Arlene Foster said the British Brexit objectives must be unmovable

This afternoon Northern Ireland First Minister and DUP leader Arlene Foster said the British government's Northern Ireland Brexit objectives must be unmovable.

The DUP voted against the Withdrawal Agreement in parliament over fears Northern Ireland's economic place in the UK internal market would be compromised by the Protocol.

Mrs Foster said: "These objectives must be unmovable foundational positions for the UK government.

"Within this plan it will be important to ensure that these objectives are achieved in a manner that does not saddle individual Northern Ireland businesses with further costly administrative burdens and in particular that the flow of goods from Great Britain into Northern Ireland are not mired in processes that delay supplies and add costs to consumers in Northern Ireland."

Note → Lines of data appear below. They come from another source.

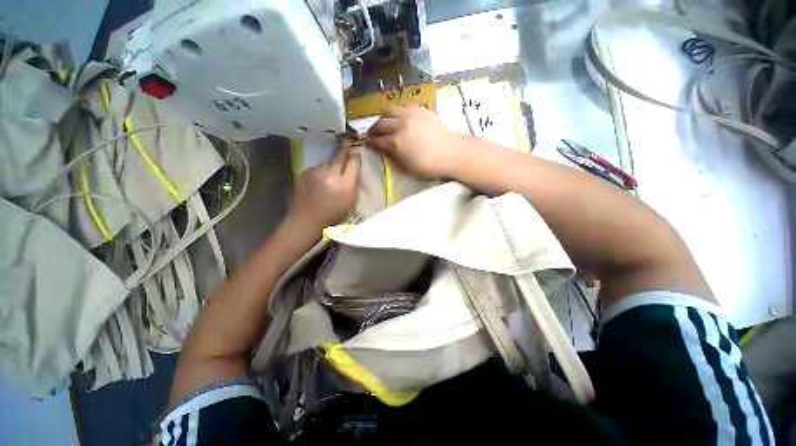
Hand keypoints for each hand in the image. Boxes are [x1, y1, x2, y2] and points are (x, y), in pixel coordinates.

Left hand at [288, 141, 360, 231]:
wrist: (306, 220)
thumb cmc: (333, 214)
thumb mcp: (350, 201)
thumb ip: (354, 184)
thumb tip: (355, 169)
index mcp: (345, 185)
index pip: (353, 162)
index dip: (356, 156)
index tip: (356, 152)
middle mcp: (331, 174)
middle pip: (340, 156)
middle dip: (345, 148)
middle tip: (348, 141)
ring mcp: (316, 172)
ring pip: (328, 162)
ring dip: (332, 164)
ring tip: (332, 174)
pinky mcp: (305, 172)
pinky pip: (318, 167)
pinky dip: (321, 171)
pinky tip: (320, 180)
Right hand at [366, 105, 468, 178]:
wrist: (453, 152)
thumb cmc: (430, 166)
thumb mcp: (408, 168)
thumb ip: (393, 157)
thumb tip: (384, 149)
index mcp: (397, 142)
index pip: (377, 140)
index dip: (370, 142)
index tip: (366, 142)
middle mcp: (401, 125)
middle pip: (380, 123)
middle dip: (373, 129)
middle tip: (372, 133)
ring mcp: (411, 114)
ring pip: (390, 110)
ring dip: (383, 117)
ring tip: (383, 122)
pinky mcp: (421, 109)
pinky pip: (403, 106)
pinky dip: (397, 112)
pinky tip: (398, 117)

Sinn Féin Brexit spokesman, South Down MP Chris Hazzard, said the Northern Ireland Protocol of the Brexit Agreement should be implemented in full.

"It is clear the British government is planning for border control posts and checks at ports of entry in the North for agri-food goods coming from Britain and elsewhere outside the EU.

"It again highlights the fork-tongued approach the British government have adopted through all of this: using Brexiteer rhetoric and bluster while at the same time accepting it will develop border posts at ports."

Aodhán Connolly, director of the Northern Ireland Retail Consortium which represents large traders including supermarkets, said many questions had been left unanswered.

"Both sides must realise that this is not simply an economic issue, this is a standard of living issue for thousands of families across Northern Ireland.

"Northern Ireland household discretionary income is only half the UK average and we are already in very uncertain times.

"We need the UK and EU to agree a way to avoid extra costs on the food on our tables and the clothes on our backs."